• AIM OF THE EXERCISE:
If a line in the entries contains the word "Rutland", list it.

---------- ENTRIES SHOWN

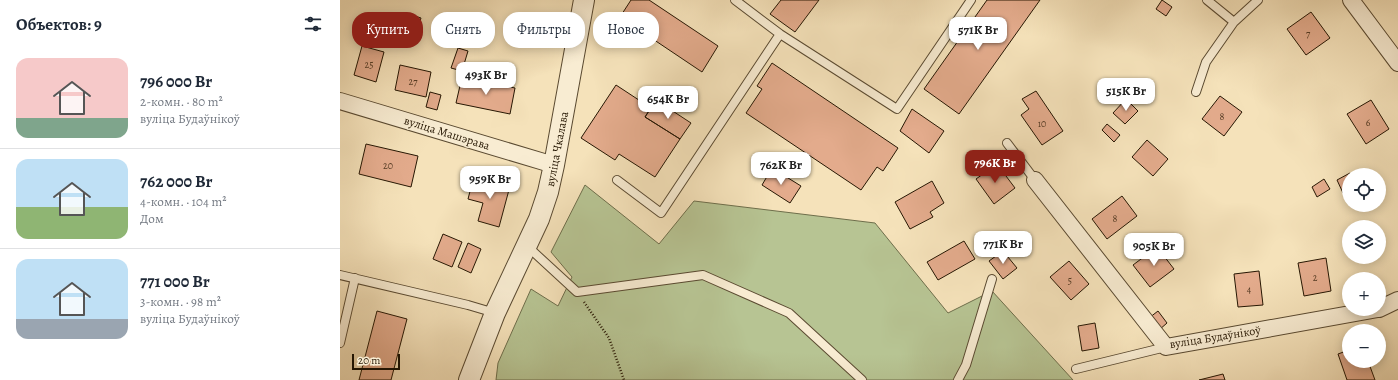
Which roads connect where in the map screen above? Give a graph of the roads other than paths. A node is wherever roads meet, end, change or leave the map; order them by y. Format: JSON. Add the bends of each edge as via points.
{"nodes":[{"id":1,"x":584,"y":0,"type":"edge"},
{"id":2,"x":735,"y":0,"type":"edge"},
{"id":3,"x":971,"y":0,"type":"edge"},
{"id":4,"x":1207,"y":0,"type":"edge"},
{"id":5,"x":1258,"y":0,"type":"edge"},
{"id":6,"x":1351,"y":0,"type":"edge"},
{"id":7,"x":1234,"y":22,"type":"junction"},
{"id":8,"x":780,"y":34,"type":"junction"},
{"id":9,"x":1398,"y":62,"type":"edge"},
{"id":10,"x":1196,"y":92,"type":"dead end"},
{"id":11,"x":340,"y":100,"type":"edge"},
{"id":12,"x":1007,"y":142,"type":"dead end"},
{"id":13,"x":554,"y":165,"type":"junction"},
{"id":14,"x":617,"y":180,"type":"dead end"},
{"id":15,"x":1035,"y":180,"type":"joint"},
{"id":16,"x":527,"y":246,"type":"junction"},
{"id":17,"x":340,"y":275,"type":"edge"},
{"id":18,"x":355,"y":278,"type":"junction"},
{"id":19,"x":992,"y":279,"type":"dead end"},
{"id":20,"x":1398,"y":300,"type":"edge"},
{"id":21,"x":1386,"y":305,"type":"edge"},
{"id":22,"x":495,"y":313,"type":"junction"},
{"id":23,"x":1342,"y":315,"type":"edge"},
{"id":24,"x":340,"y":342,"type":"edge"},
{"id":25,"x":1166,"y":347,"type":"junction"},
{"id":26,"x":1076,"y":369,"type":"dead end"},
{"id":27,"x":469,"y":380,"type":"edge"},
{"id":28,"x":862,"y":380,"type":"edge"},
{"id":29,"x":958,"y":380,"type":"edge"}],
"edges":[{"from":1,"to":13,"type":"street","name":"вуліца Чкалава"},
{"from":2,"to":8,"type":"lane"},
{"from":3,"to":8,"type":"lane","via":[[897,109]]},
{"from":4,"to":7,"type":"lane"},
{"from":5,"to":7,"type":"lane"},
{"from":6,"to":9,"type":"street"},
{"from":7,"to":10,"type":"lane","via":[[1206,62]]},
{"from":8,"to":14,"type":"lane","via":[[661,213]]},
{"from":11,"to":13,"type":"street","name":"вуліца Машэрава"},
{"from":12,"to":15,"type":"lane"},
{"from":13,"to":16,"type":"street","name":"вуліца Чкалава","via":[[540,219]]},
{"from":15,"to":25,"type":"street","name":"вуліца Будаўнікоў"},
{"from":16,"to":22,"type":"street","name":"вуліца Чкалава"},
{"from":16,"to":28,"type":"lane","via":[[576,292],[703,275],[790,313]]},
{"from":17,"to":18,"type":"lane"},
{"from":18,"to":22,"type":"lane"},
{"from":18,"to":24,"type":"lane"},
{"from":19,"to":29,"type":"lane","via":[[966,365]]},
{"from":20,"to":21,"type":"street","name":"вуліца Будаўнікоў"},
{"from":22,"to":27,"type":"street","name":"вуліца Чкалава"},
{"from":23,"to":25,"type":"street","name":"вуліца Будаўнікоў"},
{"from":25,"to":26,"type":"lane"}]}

--------------------
---------- ENTRIES SHOWN

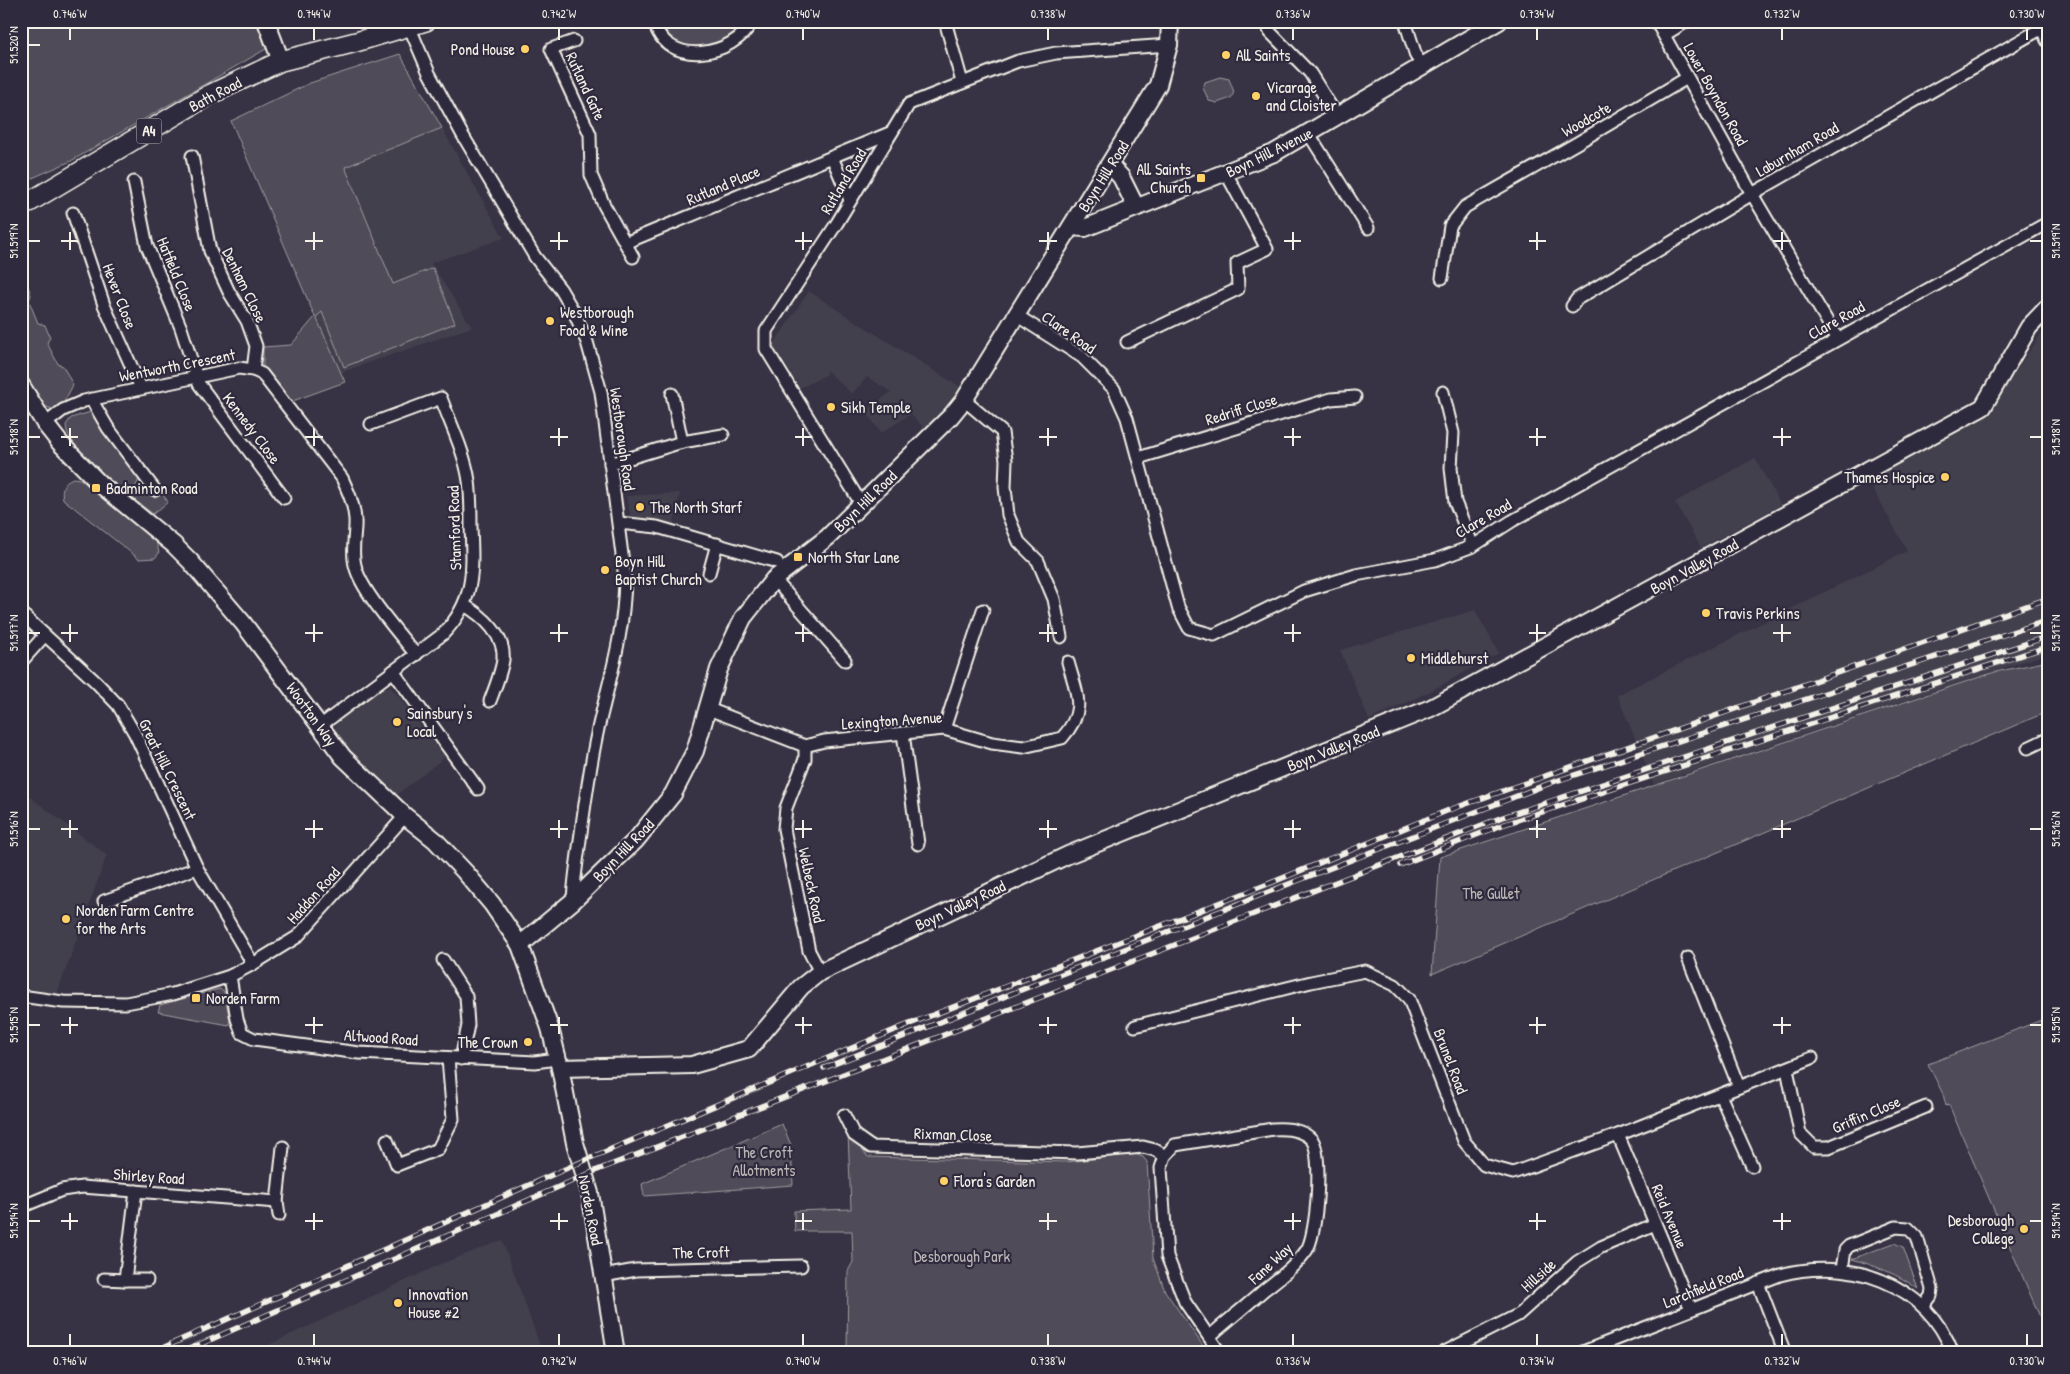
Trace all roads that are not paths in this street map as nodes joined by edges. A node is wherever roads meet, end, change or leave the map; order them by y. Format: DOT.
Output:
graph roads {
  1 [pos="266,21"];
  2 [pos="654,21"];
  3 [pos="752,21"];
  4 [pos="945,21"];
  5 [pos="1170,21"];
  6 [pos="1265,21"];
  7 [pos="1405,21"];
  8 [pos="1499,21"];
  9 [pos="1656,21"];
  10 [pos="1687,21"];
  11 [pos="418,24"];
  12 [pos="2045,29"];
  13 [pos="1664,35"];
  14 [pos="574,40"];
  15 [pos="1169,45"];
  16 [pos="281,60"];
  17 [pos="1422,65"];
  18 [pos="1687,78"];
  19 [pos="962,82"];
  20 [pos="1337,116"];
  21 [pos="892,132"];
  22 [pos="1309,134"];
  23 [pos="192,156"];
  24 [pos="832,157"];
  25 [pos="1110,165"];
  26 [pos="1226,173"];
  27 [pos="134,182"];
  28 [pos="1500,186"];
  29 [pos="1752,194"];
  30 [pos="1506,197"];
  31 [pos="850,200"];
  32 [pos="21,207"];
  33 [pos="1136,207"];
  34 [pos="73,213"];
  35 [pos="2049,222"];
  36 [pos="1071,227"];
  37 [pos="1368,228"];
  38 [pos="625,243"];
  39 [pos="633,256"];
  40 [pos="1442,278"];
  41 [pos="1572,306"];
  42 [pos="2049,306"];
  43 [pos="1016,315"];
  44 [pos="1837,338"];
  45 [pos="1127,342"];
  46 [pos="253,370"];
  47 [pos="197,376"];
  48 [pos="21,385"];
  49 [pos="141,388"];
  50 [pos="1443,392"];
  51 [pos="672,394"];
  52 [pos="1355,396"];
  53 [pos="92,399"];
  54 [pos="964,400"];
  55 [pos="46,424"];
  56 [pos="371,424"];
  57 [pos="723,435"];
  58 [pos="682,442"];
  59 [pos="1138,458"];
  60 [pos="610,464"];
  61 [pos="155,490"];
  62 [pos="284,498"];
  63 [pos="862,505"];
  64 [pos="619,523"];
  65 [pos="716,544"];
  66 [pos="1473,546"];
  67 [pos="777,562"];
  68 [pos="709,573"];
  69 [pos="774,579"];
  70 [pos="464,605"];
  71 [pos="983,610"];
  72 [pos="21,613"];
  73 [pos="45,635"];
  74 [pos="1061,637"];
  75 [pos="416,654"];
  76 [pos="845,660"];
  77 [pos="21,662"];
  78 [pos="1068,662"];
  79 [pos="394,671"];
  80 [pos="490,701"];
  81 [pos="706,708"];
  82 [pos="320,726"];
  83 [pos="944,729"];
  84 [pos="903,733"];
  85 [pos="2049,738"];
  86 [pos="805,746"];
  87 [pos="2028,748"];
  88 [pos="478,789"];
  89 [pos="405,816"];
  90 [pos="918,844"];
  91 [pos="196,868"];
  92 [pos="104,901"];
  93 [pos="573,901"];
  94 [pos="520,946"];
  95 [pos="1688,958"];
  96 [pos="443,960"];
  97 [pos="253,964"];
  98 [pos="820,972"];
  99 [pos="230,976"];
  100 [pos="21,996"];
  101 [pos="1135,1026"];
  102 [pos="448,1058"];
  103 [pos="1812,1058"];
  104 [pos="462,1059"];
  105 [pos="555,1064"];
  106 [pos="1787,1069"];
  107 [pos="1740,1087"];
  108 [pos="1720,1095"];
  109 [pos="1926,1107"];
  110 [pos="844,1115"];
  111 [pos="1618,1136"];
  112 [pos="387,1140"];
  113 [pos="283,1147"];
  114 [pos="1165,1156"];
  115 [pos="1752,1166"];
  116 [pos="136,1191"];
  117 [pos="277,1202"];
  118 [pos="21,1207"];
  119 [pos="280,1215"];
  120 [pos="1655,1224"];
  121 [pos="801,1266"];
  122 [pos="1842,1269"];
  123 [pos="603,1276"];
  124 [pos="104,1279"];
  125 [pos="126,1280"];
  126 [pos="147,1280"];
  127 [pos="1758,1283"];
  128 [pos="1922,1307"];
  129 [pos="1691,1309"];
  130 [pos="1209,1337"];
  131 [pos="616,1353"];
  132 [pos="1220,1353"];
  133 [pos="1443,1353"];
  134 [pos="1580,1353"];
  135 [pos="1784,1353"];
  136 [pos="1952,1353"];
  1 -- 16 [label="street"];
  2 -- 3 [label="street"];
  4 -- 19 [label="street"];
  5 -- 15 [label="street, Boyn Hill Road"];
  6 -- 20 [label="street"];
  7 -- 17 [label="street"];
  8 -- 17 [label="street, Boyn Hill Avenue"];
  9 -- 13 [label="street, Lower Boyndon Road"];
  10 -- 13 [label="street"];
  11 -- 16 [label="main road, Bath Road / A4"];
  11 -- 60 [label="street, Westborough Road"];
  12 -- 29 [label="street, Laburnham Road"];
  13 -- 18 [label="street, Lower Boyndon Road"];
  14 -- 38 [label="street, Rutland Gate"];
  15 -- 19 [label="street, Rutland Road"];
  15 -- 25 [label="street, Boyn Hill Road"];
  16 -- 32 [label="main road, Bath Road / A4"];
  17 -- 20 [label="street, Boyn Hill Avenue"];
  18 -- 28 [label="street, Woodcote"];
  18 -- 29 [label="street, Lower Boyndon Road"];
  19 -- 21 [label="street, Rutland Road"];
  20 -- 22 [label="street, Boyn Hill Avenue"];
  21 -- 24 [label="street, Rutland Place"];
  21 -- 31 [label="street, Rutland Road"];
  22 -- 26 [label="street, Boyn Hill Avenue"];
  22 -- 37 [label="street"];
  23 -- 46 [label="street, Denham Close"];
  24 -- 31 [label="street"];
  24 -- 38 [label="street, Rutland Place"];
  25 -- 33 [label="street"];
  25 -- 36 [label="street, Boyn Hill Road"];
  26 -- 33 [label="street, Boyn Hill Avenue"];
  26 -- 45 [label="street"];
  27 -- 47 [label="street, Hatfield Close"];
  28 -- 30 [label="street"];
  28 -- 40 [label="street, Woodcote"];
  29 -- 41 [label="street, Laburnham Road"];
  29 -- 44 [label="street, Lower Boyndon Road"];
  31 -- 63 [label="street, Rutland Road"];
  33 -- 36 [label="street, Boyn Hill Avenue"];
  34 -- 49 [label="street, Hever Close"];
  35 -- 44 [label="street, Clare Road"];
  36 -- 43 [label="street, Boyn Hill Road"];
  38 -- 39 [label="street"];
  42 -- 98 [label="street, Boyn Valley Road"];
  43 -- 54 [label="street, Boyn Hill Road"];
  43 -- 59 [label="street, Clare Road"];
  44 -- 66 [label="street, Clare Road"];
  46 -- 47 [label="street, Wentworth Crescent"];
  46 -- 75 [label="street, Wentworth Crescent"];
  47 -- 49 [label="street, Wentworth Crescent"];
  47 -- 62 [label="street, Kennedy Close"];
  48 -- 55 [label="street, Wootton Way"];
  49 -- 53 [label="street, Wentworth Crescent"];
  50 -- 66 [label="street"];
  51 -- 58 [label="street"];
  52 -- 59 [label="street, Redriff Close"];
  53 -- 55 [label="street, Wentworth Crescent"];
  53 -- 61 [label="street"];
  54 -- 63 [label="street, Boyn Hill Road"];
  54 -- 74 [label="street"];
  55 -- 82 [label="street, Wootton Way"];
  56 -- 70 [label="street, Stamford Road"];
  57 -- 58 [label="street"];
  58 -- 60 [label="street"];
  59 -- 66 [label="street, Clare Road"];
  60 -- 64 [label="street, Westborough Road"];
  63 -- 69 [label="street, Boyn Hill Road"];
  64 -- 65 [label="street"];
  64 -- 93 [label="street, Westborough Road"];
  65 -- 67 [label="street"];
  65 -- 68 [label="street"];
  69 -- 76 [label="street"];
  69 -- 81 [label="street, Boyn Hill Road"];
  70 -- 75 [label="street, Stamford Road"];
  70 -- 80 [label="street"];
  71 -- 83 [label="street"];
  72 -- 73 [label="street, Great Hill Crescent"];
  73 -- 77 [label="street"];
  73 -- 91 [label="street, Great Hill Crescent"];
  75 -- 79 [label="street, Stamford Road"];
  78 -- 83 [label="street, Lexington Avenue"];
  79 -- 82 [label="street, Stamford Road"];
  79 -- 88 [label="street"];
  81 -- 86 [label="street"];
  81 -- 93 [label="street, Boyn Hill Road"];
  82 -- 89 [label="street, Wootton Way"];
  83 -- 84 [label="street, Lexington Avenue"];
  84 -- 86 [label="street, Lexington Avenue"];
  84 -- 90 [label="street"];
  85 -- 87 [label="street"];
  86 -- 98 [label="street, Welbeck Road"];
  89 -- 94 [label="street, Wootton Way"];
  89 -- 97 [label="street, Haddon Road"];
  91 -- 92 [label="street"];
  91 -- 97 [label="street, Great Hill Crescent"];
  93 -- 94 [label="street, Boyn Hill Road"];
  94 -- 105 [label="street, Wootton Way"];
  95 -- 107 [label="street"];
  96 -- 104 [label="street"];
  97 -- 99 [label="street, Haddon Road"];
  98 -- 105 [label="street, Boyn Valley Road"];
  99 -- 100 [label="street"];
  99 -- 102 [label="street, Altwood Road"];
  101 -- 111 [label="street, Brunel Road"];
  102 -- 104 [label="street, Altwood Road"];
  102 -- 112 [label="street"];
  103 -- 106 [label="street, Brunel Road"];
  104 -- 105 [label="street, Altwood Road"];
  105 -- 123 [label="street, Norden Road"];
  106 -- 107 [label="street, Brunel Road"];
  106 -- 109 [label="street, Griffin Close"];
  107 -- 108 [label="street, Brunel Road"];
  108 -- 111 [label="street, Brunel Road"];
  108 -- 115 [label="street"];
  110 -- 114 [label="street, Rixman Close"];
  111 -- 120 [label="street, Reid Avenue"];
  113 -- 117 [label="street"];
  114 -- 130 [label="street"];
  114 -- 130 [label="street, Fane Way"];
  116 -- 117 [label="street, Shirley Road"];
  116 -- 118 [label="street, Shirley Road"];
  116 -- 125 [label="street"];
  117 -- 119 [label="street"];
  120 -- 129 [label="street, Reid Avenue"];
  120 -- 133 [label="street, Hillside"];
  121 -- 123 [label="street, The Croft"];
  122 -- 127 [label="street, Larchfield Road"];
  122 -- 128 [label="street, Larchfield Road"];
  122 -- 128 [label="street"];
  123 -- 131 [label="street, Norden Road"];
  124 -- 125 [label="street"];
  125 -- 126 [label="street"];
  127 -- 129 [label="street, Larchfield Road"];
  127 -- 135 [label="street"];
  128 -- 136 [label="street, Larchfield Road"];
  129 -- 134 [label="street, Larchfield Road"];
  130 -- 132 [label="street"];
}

--------------------

• TASK SOLUTION:
  14 -- 38 [label="street, Rutland Gate"];
  15 -- 19 [label="street, Rutland Road"];
  19 -- 21 [label="street, Rutland Road"];
  21 -- 24 [label="street, Rutland Place"];
  21 -- 31 [label="street, Rutland Road"];
  24 -- 38 [label="street, Rutland Place"];
  31 -- 63 [label="street, Rutland Road"];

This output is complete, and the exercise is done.